== Record extracts
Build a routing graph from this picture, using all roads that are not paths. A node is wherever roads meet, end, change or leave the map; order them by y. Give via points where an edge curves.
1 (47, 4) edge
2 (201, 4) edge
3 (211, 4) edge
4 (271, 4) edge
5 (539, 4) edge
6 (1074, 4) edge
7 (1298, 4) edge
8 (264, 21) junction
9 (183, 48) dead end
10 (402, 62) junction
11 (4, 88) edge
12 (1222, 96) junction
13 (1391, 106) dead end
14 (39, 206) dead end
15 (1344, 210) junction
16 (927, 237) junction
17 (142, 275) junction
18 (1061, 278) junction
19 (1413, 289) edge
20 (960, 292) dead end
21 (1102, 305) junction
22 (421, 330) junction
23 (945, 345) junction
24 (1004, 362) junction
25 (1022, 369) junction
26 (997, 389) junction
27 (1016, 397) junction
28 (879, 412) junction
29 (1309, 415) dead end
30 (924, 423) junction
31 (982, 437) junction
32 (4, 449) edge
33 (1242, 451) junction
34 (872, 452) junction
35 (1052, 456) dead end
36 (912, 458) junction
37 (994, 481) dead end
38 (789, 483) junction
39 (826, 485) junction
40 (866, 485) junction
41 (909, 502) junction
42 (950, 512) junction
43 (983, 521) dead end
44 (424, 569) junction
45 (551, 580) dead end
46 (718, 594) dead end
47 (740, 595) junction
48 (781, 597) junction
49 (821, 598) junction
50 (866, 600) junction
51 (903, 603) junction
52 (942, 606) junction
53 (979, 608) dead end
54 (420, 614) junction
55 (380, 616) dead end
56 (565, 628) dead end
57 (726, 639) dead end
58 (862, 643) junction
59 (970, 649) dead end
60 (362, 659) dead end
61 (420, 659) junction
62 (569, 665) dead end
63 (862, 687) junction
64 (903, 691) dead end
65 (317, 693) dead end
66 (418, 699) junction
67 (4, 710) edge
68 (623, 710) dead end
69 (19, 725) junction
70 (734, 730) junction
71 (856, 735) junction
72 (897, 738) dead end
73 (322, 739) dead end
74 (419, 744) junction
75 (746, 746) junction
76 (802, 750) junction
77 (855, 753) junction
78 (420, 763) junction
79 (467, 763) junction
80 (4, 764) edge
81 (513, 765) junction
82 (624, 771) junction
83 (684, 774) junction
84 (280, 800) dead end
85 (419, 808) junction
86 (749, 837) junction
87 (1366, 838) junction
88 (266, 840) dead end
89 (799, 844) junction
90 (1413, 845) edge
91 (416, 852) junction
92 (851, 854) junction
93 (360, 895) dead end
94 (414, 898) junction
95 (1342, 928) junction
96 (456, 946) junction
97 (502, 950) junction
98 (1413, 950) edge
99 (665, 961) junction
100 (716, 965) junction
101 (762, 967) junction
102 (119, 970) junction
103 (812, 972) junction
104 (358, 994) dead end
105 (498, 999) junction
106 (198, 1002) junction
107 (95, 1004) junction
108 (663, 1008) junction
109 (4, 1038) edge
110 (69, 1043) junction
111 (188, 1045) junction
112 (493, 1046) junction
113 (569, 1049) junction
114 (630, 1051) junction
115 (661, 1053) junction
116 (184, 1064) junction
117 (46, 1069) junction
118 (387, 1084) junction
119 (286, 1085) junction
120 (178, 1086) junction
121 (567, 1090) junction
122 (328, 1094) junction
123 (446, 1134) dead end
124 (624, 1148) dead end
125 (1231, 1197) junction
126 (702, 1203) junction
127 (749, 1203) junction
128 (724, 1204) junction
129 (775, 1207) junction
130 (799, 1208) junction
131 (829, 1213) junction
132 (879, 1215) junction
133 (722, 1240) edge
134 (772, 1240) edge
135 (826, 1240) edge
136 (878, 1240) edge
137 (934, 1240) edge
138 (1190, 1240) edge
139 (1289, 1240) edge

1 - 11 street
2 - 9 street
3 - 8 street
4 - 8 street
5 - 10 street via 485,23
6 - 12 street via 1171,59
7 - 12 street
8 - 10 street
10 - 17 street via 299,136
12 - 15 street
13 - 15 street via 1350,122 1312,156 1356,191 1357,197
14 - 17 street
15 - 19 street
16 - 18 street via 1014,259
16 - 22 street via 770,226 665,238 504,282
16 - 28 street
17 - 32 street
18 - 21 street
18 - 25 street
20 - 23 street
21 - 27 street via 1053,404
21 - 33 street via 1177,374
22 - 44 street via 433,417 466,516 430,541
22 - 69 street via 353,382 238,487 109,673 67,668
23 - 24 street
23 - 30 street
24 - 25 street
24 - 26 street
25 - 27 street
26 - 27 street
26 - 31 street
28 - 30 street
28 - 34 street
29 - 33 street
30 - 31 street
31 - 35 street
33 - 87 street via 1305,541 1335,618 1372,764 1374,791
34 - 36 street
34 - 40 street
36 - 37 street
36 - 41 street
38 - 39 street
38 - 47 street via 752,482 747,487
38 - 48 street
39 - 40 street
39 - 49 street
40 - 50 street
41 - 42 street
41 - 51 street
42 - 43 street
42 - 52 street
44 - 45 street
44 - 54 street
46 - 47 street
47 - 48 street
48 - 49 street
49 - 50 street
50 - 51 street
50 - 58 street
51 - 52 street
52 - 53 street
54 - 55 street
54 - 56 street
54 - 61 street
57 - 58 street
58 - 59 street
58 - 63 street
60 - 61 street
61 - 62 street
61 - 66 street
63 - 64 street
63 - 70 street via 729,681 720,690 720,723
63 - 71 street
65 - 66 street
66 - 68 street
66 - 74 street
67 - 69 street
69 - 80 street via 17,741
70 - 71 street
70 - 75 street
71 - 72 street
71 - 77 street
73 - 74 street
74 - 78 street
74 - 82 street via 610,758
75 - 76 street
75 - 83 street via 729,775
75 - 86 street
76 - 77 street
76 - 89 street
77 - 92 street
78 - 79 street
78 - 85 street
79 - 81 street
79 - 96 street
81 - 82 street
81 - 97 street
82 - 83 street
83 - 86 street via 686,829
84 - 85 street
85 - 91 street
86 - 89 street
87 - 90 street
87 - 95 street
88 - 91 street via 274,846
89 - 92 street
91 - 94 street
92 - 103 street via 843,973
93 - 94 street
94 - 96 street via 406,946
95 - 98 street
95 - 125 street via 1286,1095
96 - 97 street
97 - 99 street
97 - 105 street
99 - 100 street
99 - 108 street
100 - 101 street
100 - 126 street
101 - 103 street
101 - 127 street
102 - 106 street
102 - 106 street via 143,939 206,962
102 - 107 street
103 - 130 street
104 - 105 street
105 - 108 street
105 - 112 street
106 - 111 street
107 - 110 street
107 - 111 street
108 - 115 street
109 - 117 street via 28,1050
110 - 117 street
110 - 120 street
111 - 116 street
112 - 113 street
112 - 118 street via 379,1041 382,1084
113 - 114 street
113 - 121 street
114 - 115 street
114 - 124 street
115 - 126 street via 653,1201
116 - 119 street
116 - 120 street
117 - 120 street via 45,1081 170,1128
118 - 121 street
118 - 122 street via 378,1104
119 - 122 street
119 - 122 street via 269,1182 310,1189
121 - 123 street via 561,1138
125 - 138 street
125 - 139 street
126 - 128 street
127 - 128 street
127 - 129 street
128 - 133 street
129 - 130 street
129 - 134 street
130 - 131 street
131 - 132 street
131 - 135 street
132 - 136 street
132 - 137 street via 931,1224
====
From the records above, please extract every line and repeat it exactly.

Task answer:
Build a routing graph from this picture, using all roads that are not paths. A node is wherever roads meet, end, change or leave the map; order them by y. Give via points where an edge curves.
1 (47, 4) edge
2 (201, 4) edge
3 (211, 4) edge
4 (271, 4) edge
5 (539, 4) edge
6 (1074, 4) edge
7 (1298, 4) edge
8 (264, 21) junction
9 (183, 48) dead end
10 (402, 62) junction
11 (4, 88) edge
12 (1222, 96) junction
13 (1391, 106) dead end
14 (39, 206) dead end
15 (1344, 210) junction
16 (927, 237) junction
17 (142, 275) junction
18 (1061, 278) junction
19 (1413, 289) edge
20 (960, 292) dead end
21 (1102, 305) junction
22 (421, 330) junction
23 (945, 345) junction
24 (1004, 362) junction
25 (1022, 369) junction
26 (997, 389) junction
27 (1016, 397) junction
28 (879, 412) junction
29 (1309, 415) dead end
30 (924, 423) junction
31 (982, 437) junction
32 (4, 449) edge
33 (1242, 451) junction
34 (872, 452) junction
35 (1052, 456) dead end
36 (912, 458) junction
37 (994, 481) dead end
38 (789, 483) junction
39 (826, 485) junction
40 (866, 485) junction
41 (909, 502) junction
42 (950, 512) junction
43 (983, 521) dead end
44 (424, 569) junction
45 (551, 580) dead end
46 (718, 594) dead end
47 (740, 595) junction
48 (781, 597) junction
49 (821, 598) junction
50 (866, 600) junction
51 (903, 603) junction
52 (942, 606) junction
53 (979, 608) dead end
54 (420, 614) junction
55 (380, 616) dead end
56 (565, 628) dead end
57 (726, 639) dead end
58 (862, 643) junction
59 (970, 649) dead end
60 (362, 659) dead end
61 (420, 659) junction
62 (569, 665) dead end
63 (862, 687) junction
64 (903, 691) dead end
65 (317, 693) dead end
66 (418, 699) junction
67 (4, 710) edge
68 (623, 710) dead end
69 (19, 725) junction
70 (734, 730) junction
71 (856, 735) junction
72 (897, 738) dead end
73 (322, 739) dead end
74 (419, 744) junction
75 (746, 746) junction
76 (802, 750) junction
77 (855, 753) junction
78 (420, 763) junction
79 (467, 763) junction
80 (4, 764) edge
81 (513, 765) junction
82 (624, 771) junction
83 (684, 774) junction
84 (280, 800) dead end
85 (419, 808) junction
86 (749, 837) junction
87 (1366, 838) junction
88 (266, 840) dead end
89 (799, 844) junction
90 (1413, 845) edge
91 (416, 852) junction
92 (851, 854) junction
93 (360, 895) dead end
94 (414, 898) junction
95 (1342, 928) junction
96 (456, 946) junction
97 (502, 950) junction
98 (1413, 950) edge
99 (665, 961) junction
100 (716, 965) junction
101 (762, 967) junction
102 (119, 970) junction
103 (812, 972) junction
104 (358, 994) dead end
105 (498, 999) junction
106 (198, 1002) junction
107 (95, 1004) junction
108 (663, 1008) junction
109 (4, 1038) edge
110 (69, 1043) junction
111 (188, 1045) junction
112 (493, 1046) junction
113 (569, 1049) junction
114 (630, 1051) junction
115 (661, 1053) junction
116 (184, 1064) junction
117 (46, 1069) junction
118 (387, 1084) junction
119 (286, 1085) junction
120 (178, 1086) junction
121 (567, 1090) junction
122 (328, 1094) junction
123 (446, 1134) dead end
124 (624, 1148) dead end
125 (1231, 1197) junction
126 (702, 1203) junction
127 (749, 1203) junction
128 (724, 1204) junction
129 (775, 1207) junction
130 (799, 1208) junction
131 (829, 1213) junction
132 (879, 1215) junction
133 (722, 1240) edge
134 (772, 1240) edge
135 (826, 1240) edge
136 (878, 1240) edge
137 (934, 1240) edge
138 (1190, 1240) edge
139 (1289, 1240) edge

1 - 11 street
2 - 9 street
3 - 8 street
4 - 8 street
5 - 10 street via 485,23
6 - 12 street via 1171,59
7 - 12 street
8 - 10 street
10 - 17 street via 299,136
12 - 15 street
13 - 15 street via 1350,122 1312,156 1356,191 1357,197
14 - 17 street
15 - 19 street
16 - 18 street via 1014,259
16 - 22 street via 770,226 665,238 504,282
16 - 28 street
17 - 32 street
18 - 21 street
18 - 25 street
20 - 23 street
21 - 27 street via 1053,404
21 - 33 street via 1177,374
22 - 44 street via 433,417 466,516 430,541
22 - 69 street via 353,382 238,487 109,673 67,668
23 - 24 street
23 - 30 street
24 - 25 street
24 - 26 street
25 - 27 street
26 - 27 street
26 - 31 street
28 - 30 street
28 - 34 street
29 - 33 street
30 - 31 street
31 - 35 street
33 - 87 street via 1305,541 1335,618 1372,764 1374,791
34 - 36 street
34 - 40 street
36 - 37 street
36 - 41 street
38 - 39 street
38 - 47 street via 752,482 747,487
38 - 48 street
39 - 40 street
39 - 49 street
40 - 50 street
41 - 42 street
41 - 51 street
42 - 43 street
42 - 52 street
44 - 45 street
44 - 54 street
46 - 47 street
47 - 48 street
48 - 49 street
49 - 50 street
50 - 51 street
50 - 58 street
51 - 52 street
52 - 53 street
54 - 55 street
54 - 56 street
54 - 61 street
57 - 58 street
58 - 59 street
58 - 63 street
60 - 61 street
61 - 62 street
61 - 66 street
63 - 64 street
63 - 70 street via 729,681 720,690 720,723
63 - 71 street
65 - 66 street
66 - 68 street
66 - 74 street
67 - 69 street
69 - 80 street via 17,741
70 - 71 street
70 - 75 street
71 - 72 street
71 - 77 street
73 - 74 street
74 - 78 street
74 - 82 street via 610,758
75 - 76 street
75 - 83 street via 729,775
75 - 86 street
76 - 77 street
76 - 89 street
77 - 92 street
78 - 79 street
78 - 85 street
79 - 81 street
79 - 96 street
81 - 82 street
81 - 97 street
82 - 83 street
83 - 86 street via 686,829
84 - 85 street
85 - 91 street
86 - 89 street
87 - 90 street
87 - 95 street
88 - 91 street via 274,846
89 - 92 street
91 - 94 street
92 - 103 street via 843,973
93 - 94 street
94 - 96 street via 406,946
95 - 98 street
95 - 125 street via 1286,1095
96 - 97 street
97 - 99 street
97 - 105 street
99 - 100 street
99 - 108 street
100 - 101 street
100 - 126 street
101 - 103 street
101 - 127 street
102 - 106 street
102 - 106 street via 143,939 206,962
102 - 107 street
103 - 130 street
104 - 105 street
105 - 108 street
105 - 112 street
106 - 111 street
107 - 110 street
107 - 111 street
108 - 115 street
109 - 117 street via 28,1050
110 - 117 street
110 - 120 street
111 - 116 street
112 - 113 street
112 - 118 street via 379,1041 382,1084
113 - 114 street
113 - 121 street
114 - 115 street
114 - 124 street
115 - 126 street via 653,1201
116 - 119 street
116 - 120 street
117 - 120 street via 45,1081 170,1128
118 - 121 street
118 - 122 street via 378,1104
119 - 122 street
119 - 122 street via 269,1182 310,1189
121 - 123 street via 561,1138
125 - 138 street
125 - 139 street
126 - 128 street
127 - 128 street
127 - 129 street
128 - 133 street
129 - 130 street
129 - 134 street
130 - 131 street
131 - 132 street
131 - 135 street
132 - 136 street
132 - 137 street via 931,1224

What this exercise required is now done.